- [Work to complete] Copy out all the lines of the data that hold the word "nodes".

== Segment start ==

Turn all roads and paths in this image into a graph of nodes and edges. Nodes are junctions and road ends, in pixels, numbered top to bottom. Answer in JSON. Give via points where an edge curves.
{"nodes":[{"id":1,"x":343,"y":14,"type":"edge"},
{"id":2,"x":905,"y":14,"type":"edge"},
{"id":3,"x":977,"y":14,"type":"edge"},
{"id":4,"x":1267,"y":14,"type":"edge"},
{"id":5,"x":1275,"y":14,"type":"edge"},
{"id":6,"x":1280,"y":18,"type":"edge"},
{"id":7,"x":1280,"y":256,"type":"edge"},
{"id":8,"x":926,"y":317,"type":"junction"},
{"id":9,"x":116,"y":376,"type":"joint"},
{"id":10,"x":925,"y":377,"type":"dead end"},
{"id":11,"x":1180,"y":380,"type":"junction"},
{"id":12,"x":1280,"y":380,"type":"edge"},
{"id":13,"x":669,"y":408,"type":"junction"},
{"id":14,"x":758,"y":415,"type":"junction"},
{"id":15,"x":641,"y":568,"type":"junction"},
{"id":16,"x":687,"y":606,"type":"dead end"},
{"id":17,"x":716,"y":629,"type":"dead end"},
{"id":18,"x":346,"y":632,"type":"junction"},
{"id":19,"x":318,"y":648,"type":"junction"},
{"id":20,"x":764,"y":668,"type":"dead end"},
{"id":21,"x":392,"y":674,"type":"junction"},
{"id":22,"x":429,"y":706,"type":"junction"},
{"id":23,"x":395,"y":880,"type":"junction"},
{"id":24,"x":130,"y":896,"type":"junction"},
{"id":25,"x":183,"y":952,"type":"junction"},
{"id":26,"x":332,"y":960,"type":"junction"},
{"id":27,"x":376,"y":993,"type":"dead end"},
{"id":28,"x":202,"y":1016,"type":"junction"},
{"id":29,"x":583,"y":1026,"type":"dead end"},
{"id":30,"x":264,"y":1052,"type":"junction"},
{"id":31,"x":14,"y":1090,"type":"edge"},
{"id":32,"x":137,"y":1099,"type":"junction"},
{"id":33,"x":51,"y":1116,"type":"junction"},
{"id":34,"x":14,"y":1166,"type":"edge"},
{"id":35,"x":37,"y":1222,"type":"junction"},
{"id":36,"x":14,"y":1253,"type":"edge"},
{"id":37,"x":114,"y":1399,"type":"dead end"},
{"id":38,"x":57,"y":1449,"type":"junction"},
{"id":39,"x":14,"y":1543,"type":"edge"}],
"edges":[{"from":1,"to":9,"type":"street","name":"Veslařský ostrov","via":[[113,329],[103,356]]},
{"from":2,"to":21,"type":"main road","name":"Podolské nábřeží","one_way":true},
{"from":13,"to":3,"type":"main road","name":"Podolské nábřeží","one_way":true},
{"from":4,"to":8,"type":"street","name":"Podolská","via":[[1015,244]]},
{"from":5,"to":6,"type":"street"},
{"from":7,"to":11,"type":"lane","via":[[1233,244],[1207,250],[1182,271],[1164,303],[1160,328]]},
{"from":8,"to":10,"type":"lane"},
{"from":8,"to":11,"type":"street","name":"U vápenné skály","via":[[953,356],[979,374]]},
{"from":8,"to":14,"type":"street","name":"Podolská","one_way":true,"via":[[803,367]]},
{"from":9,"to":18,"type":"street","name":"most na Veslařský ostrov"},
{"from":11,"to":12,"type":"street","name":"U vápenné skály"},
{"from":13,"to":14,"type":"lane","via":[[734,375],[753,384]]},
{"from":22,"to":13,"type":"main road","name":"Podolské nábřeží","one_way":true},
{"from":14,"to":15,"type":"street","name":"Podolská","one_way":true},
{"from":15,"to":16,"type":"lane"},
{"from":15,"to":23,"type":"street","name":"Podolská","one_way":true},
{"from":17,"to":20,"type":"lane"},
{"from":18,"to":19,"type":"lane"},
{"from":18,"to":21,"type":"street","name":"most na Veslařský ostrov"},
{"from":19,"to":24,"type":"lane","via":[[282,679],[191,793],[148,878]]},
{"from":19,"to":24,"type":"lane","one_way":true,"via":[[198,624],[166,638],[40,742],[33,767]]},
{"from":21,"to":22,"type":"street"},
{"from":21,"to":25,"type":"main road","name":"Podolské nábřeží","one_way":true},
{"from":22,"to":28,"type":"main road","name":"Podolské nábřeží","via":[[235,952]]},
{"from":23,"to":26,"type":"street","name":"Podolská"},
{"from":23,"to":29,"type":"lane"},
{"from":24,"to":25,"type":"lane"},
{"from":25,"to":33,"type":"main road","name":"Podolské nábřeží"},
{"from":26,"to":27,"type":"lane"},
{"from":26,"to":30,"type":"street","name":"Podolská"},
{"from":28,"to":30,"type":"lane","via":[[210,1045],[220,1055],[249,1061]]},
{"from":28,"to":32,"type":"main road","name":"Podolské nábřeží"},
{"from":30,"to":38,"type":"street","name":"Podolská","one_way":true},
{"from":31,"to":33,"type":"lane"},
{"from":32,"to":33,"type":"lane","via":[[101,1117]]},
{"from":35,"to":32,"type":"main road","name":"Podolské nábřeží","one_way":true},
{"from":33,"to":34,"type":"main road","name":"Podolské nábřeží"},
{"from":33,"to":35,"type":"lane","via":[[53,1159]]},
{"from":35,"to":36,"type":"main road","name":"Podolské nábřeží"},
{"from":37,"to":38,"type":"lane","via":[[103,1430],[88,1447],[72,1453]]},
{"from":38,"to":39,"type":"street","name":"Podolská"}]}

== Segment end ==

- [Your response]
Turn all roads and paths in this image into a graph of nodes and edges. Nodes are junctions and road ends, in pixels, numbered top to bottom. Answer in JSON. Give via points where an edge curves.
{"nodes":[{"id":1,"x":343,"y":14,"type":"edge"},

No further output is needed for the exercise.